### What the exercise asks
Look through the entries below and report every line that has "Right".

Items from a dataset

Segment Open

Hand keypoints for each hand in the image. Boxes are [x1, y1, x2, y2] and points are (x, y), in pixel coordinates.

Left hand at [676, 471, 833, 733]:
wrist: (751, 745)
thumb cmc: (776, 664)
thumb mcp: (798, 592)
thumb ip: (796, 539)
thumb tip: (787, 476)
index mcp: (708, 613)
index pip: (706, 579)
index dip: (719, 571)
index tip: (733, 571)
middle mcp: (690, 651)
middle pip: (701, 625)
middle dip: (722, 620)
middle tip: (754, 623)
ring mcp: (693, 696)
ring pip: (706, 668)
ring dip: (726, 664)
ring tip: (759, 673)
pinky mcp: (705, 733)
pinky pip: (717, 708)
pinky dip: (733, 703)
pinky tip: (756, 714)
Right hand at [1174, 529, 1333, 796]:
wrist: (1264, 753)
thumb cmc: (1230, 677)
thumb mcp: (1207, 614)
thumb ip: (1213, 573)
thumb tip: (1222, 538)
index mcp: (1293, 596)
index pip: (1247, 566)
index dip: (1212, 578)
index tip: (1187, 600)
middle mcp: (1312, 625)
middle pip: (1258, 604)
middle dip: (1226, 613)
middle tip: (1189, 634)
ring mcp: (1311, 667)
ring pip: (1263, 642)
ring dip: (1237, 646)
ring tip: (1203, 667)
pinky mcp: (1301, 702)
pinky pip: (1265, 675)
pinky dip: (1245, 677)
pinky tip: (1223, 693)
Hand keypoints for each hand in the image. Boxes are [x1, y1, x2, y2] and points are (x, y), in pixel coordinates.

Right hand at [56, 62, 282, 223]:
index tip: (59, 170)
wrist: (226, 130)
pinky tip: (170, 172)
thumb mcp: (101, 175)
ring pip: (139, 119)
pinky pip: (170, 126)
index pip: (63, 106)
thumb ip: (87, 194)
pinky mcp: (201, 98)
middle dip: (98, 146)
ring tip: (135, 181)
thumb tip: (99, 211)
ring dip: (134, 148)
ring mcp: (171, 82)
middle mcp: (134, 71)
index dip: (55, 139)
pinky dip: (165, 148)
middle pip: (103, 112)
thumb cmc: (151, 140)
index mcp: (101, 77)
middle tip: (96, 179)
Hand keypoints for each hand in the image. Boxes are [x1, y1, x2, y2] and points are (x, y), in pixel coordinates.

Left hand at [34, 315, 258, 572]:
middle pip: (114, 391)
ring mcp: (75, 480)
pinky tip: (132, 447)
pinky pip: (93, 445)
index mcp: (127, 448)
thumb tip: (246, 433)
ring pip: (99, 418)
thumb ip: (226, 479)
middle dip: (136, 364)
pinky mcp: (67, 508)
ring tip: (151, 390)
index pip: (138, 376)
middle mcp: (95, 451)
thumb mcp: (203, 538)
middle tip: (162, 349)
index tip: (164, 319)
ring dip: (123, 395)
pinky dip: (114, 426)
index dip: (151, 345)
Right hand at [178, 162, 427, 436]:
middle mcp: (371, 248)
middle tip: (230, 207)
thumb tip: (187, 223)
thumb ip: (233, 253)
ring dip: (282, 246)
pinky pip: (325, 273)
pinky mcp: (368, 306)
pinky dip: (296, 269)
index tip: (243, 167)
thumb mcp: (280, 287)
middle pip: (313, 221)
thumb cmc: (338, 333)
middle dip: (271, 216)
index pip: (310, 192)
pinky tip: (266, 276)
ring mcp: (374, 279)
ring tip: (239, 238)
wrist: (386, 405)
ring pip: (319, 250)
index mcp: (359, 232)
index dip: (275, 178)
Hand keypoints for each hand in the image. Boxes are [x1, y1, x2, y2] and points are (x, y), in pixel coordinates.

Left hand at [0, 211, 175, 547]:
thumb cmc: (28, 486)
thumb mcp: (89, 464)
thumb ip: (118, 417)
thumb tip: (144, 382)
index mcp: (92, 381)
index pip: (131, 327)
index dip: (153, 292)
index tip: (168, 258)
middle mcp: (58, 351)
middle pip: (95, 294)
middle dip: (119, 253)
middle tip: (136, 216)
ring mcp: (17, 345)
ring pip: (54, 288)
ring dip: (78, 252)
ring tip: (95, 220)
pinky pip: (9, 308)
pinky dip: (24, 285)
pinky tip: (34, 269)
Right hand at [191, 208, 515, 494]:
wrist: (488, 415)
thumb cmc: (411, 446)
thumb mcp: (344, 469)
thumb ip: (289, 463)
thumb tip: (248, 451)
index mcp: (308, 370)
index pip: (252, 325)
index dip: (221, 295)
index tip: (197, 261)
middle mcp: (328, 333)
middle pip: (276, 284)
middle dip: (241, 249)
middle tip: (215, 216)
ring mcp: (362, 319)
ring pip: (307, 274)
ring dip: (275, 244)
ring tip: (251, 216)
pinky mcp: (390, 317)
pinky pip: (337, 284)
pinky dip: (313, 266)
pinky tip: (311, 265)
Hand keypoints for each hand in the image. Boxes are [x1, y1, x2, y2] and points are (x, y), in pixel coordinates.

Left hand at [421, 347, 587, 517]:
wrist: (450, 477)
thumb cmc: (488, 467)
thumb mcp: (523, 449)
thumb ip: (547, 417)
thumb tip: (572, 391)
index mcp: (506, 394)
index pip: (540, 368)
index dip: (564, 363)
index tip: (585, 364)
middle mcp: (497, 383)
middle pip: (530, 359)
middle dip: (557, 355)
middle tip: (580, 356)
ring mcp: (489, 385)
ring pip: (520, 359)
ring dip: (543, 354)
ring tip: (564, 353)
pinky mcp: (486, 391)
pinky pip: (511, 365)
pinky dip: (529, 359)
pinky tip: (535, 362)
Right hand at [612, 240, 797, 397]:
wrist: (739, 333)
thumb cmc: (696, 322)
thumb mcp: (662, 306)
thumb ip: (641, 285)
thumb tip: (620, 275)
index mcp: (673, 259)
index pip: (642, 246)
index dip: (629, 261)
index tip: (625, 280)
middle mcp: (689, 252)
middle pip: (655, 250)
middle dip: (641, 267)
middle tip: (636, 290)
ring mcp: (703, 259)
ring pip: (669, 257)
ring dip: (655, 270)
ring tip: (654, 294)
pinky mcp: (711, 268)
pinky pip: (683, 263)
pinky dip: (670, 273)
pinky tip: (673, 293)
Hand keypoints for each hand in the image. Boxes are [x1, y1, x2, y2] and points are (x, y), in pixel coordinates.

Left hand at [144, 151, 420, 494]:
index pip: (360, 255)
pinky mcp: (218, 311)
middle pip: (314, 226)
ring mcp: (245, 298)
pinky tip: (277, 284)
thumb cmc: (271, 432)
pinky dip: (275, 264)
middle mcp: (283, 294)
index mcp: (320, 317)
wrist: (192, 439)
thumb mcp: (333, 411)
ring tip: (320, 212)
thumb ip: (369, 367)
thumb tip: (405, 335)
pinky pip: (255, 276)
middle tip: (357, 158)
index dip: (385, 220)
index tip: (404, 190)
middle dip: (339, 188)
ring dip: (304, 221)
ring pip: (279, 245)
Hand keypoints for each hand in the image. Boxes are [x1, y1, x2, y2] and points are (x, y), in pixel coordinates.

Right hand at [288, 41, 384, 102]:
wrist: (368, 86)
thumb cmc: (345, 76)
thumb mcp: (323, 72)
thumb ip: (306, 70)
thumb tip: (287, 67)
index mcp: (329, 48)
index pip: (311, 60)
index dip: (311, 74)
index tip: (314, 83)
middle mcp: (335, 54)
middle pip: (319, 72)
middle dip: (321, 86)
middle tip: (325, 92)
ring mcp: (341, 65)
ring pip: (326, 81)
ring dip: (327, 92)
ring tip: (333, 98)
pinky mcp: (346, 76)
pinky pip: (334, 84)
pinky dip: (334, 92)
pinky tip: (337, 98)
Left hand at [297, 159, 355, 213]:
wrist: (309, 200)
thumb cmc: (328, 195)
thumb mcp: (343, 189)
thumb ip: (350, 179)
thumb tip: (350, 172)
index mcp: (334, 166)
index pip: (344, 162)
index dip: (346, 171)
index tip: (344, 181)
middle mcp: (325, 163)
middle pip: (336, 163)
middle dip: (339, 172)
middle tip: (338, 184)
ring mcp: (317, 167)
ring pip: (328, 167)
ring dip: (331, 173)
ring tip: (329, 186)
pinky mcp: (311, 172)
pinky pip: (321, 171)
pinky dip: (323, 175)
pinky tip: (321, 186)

Segment Closed

### Output of the exercise
Right hand at [1174, 529, 1333, 796]:
Right hand at [56, 62, 282, 223]:
Right hand at [178, 162, 427, 436]:
Right hand at [191, 208, 515, 494]:
Right hand at [612, 240, 797, 397]:
Right hand at [288, 41, 384, 102]:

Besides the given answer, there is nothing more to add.